The title of tonight’s post is a verse that my Aunt Erin sent to me among a great collection of verses about God’s power to heal and faithfulness, and it seems a fitting verse for this week as I am now finished with tests and all set to go for treatment on Thursday. I realized that Thursday will mark the first time of healing in this process rather than what up to this point has only been tests–prodding me with needles, coring me, or giving me all kinds of radioactive material possible for some sort of scan or other.

As I sat in 4 waiting rooms today, I watched a good amount of the day’s news while trying to work on a paper. Ultimately, I realized that there are 2 things I’m proud of tonight:
(1) I drank two whole bottles of barium sulfate “masked” by a “berry” flavoring–and I mean to tell you, I downed the liquid without a thought of gagging or throwing up–PTL. If you know me well, you know how great of a feat this is. Add this to the list of “10 foods I eat” that everyone is always asking me about expanding. (if you detect sarcasm about the barium sulfate and the fact that everyone thinks I eat only 10 foods, you are correct).
(2) I am also proud that, although I (temporarily) reside in the “Most Corrupt State in America,” I feel like I have come out fairly unscathed (although the jury on that has to wait another semester for the final verdict). Really though, who was surprised that an Illinois official did something corrupt?

That’s all the political commentary I’ve got, but I DO, however, have some more important info and praises about my Hodgkin’s. The woman (PA? Sarah Miyata’s her name, but I don’t know her title) who did my bone marrow biopsy–the test that is my nemesis (see post on 12/4)–called today to say that it’s negative, which is good because that means the lymphoma has not spread to my bone marrow. Praise the Lord! As gross as the biopsy was, I cannot imagine a bone marrow transplant, so that is a huge blessing. Also, thanks again for your prayers for today–I so appreciate the specific prayers and people really committing to stand by us through each detail of this process. Here’s how my day broke down in the end: X-Ray on the 4th floor from 1:30-2:30, PET scan on the 8th floor from 2:45-4:45, out to the lobby of the 8th floor and signing in another time for my Pulmonary Function test on the same floor at 4:45, and then, since we finished early, I went BACK to the 4th floor for my CT scan between 5:30 and 7:30.

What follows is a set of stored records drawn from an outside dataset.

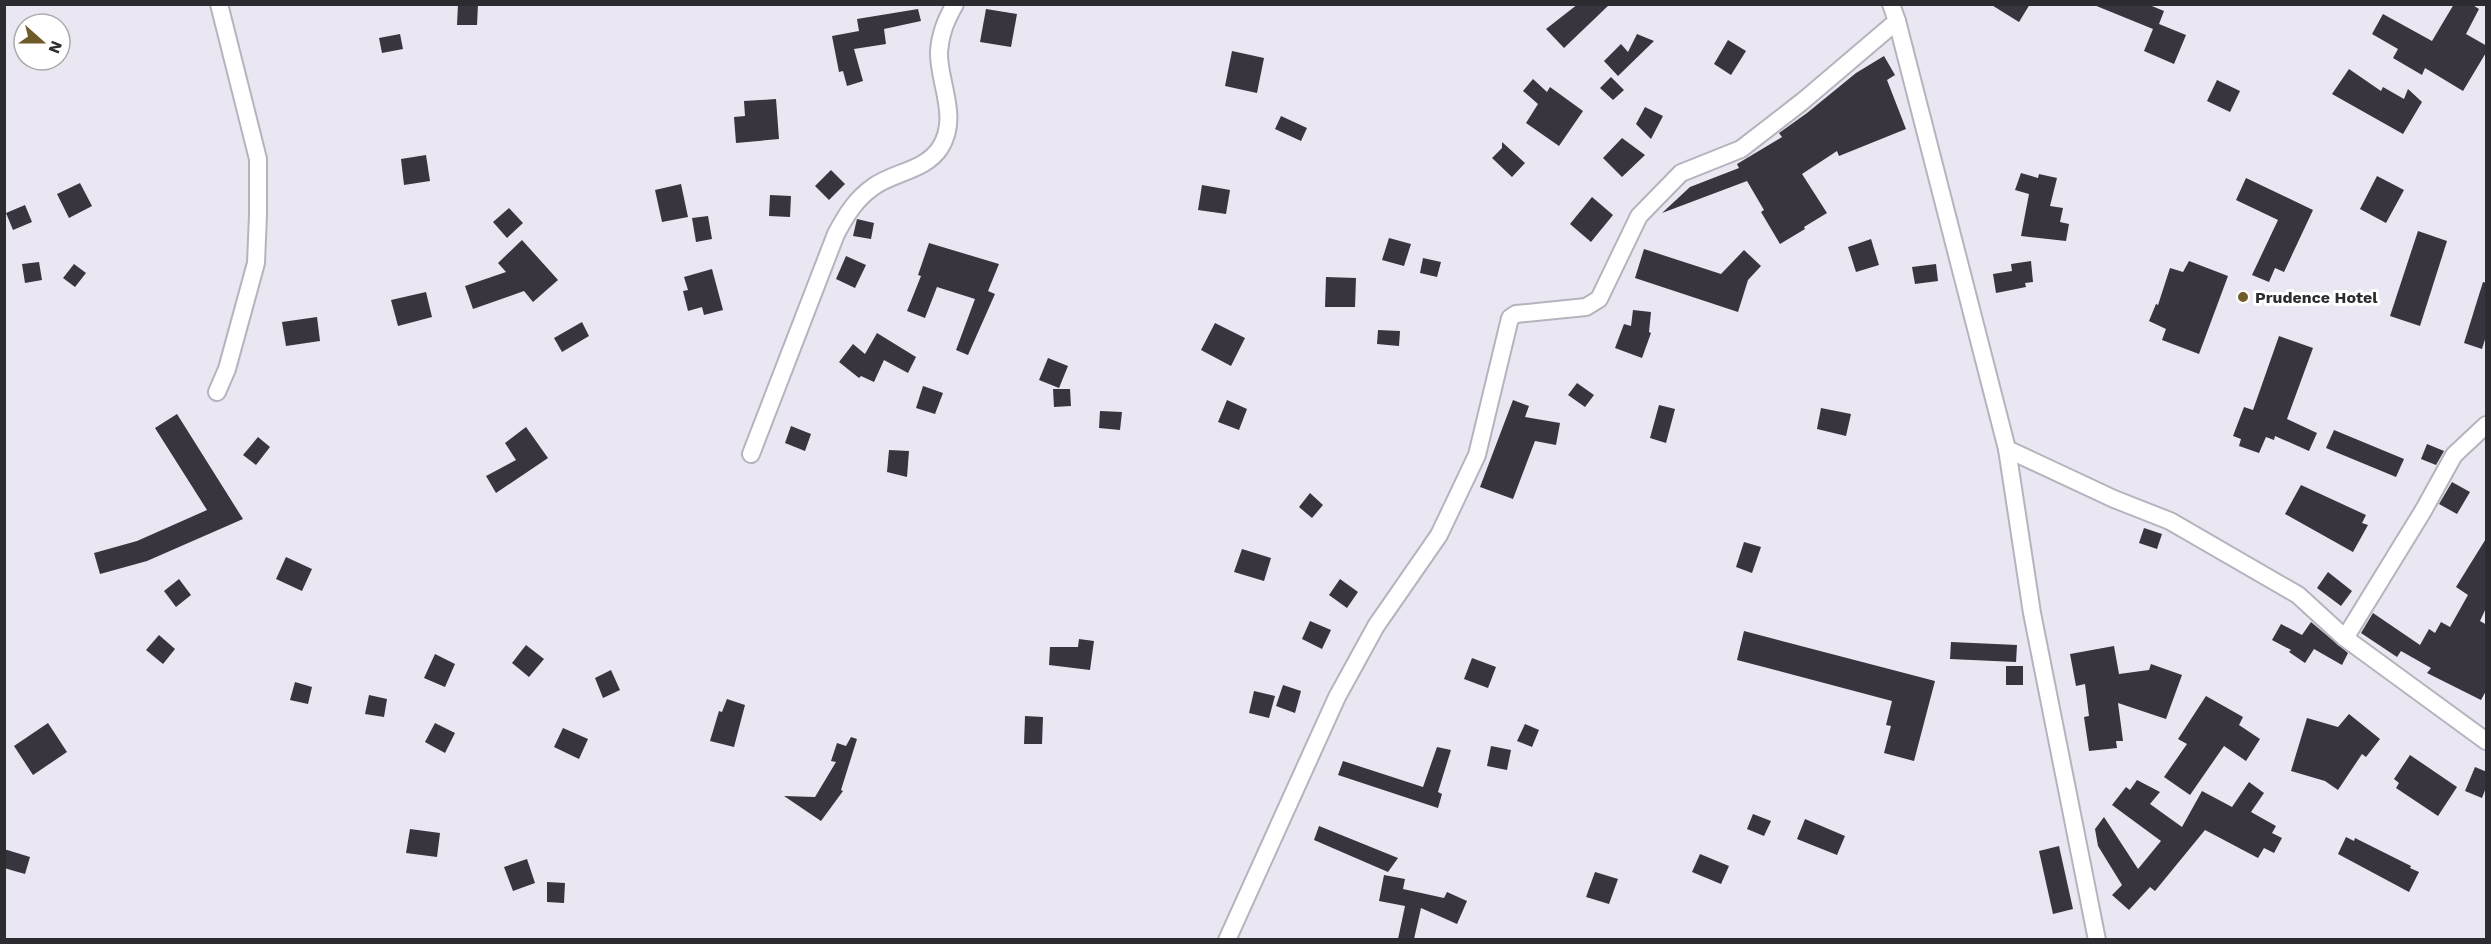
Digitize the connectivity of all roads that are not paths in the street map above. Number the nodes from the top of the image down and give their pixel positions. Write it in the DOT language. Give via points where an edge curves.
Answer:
graph roads {
  1 [pos="219,4"];
  2 [pos="955,4"];
  3 [pos="1891,4"];
  4 [pos="1897,21"];
  5 [pos="217,392"];
  6 [pos="2487,425"];
  7 [pos="2007,449"];
  8 [pos="751,454"];
  9 [pos="2345,638"];
  10 [pos="2487,741"];
  11 [pos="1227,939"];
  12 [pos="2097,939"];
  1 -- 5 [label="street" via="258,159 258,215 256,264"];
  2 -- 8 [label="street" via="943,26 939,54 948,96 947,126 940,147 924,163 874,186 852,206 836,234"];
  3 -- 4 [label="street"];
  4 -- 7 [label="street"];
  4 -- 11 [label="street" via="1741,149 1681,173 1639,216 1599,299 1593,304 1510,318 1477,455 1439,535 1377,626 1337,697"];
  6 -- 9 [label="street" via="2454,455"];
  7 -- 9 [label="street" via="2170,521 2298,595"];
  7 -- 12 [label="street" via="2032,613"];
  9 -- 10 [label="street"];
}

The best part of my day was the PET scan because after they inject you with radioactive sugar, it has to set in for an hour. During that hour, you can’t be active, talk on your phone, write, or move too much because then it would mess with the scan that shows where and how fast the sugar is metabolizing. So, despite my best intentions before the scan of working on a paper, I was not allowed to; instead, I literally had to lay down and rest. Sign me up for more of those. So, I watched some Telemundo (because the man who was in there before me and for half the time with me spoke Spanish and had dibs on the remote), and then I slept a little…but you probably didn’t need or want to know all that.

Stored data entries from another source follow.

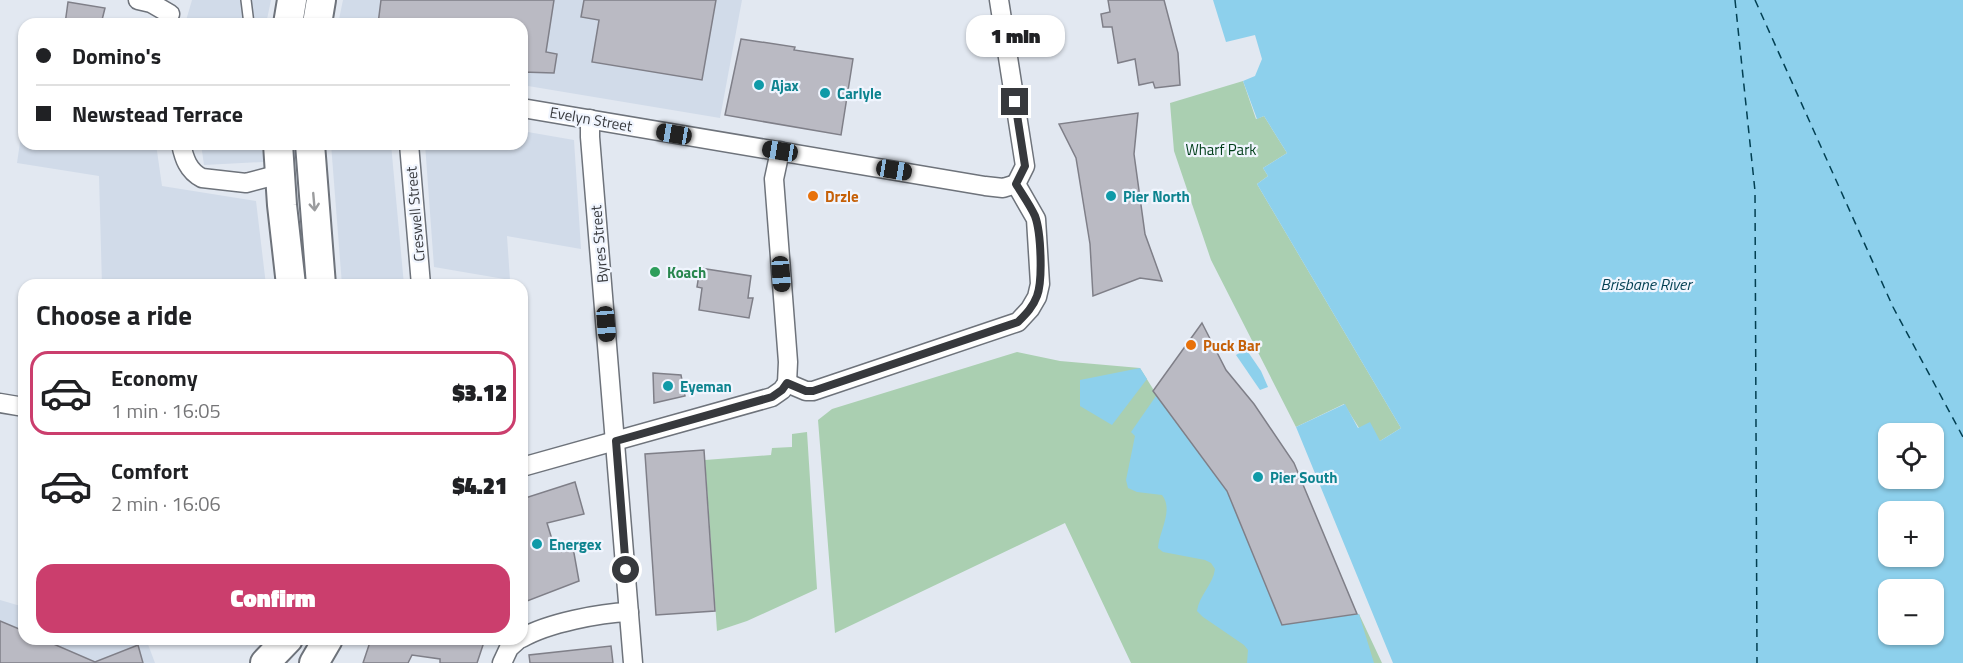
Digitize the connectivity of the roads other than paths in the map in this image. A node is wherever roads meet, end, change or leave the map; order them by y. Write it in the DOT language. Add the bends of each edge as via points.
graph roads {
  1 [pos="138,0"];
  2 [pos="246,0"];
  3 [pos="292,0"];
  4 [pos="321,0"];
  5 [pos="999,0"];
  6 [pos="172,13"];
  7 [pos="248,18"];
  8 [pos="289,18"];
  9 [pos="318,18"];
  10 [pos="528,109"];
  11 [pos="590,119"];
  12 [pos="183,150"];
  13 [pos="278,150"];
  14 [pos="310,150"];
  15 [pos="410,150"];
  16 [pos="780,151"];
  17 [pos="280,174"];
  18 [pos="1016,184"];
  19 [pos="290,279"];
  20 [pos="321,279"];
  21 [pos="420,279"];
  22 [pos="787,383"];
  23 [pos="0,403"];
  24 [pos="18,406"];
  25 [pos="616,441"];
  26 [pos="528,465"];
  27 [pos="629,612"];
  28 [pos="528,634"];
  29 [pos="282,645"];
  30 [pos="324,645"];
  31 [pos="513,645"];
  32 [pos="266,663"];
  33 [pos="314,663"];
  34 [pos="502,663"];
  35 [pos="633,663"];
  1 -- 6 [label="street"];
  2 -- 7 [label="lane"];
  3 -- 8 [label="main road"];
  4 -- 9 [label="main road"];
  5 -- 18 [label="street" via="1025,166"];
  10 -- 11 [label="street, Evelyn Street"];
  11 -- 16 [label="street, Evelyn Street"];
  11 -- 25 [label="street, Byres Street"];
  12 -- 17 [label="street" via="187,164 202,178 246,183"];
  13 -- 17 [label="main road"];
  14 -- 20 [label="main road, one-way"];
  15 -- 21 [label="street, Creswell Street"];
  16 -- 18 [label="street, Evelyn Street" via="986,186 1003,188"];
  16 -- 22 [label="street" via="774,179"];
  17 -- 19 [label="main road"];
  18 -- 22 [label="street" via="1036,219 1040,284 1037,297 1018,322 813,391"];
  22 -- 25 [label="street" via="772,397"];
  23 -- 24 [label="street"];
  25 -- 26 [label="street"];
  25 -- 27 [label="street, Byres Street"];
  27 -- 28 [label="street" via="603,614"];
  27 -- 35 [label="street, Byres Street"];
  29 -- 32 [label="main road"];
  30 -- 33 [label="main road"];
  31 -- 34 [label="street"];
}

On a more serious note, there are now 2 days before treatment starts, and I’m a little overwhelmed. Not so much with the chemo (again, PTL!), but because I have 2 exams, 3 papers, my last volleyball banquet, and a surgery for a port (more on that another time when I know more…basically it’s so that they don’t have to stick different veins for each treatment) all somehow fitting into the next week before my teammate Stef and I leave to drive the 14 1/2 hours to Dallas for Christmas. That said, I was reading a story of a guy who had the same kind of Hodgkin’s as I have, and he said that, while he always prayed for healing, he never thought to pray that the side effects wouldn’t be bad.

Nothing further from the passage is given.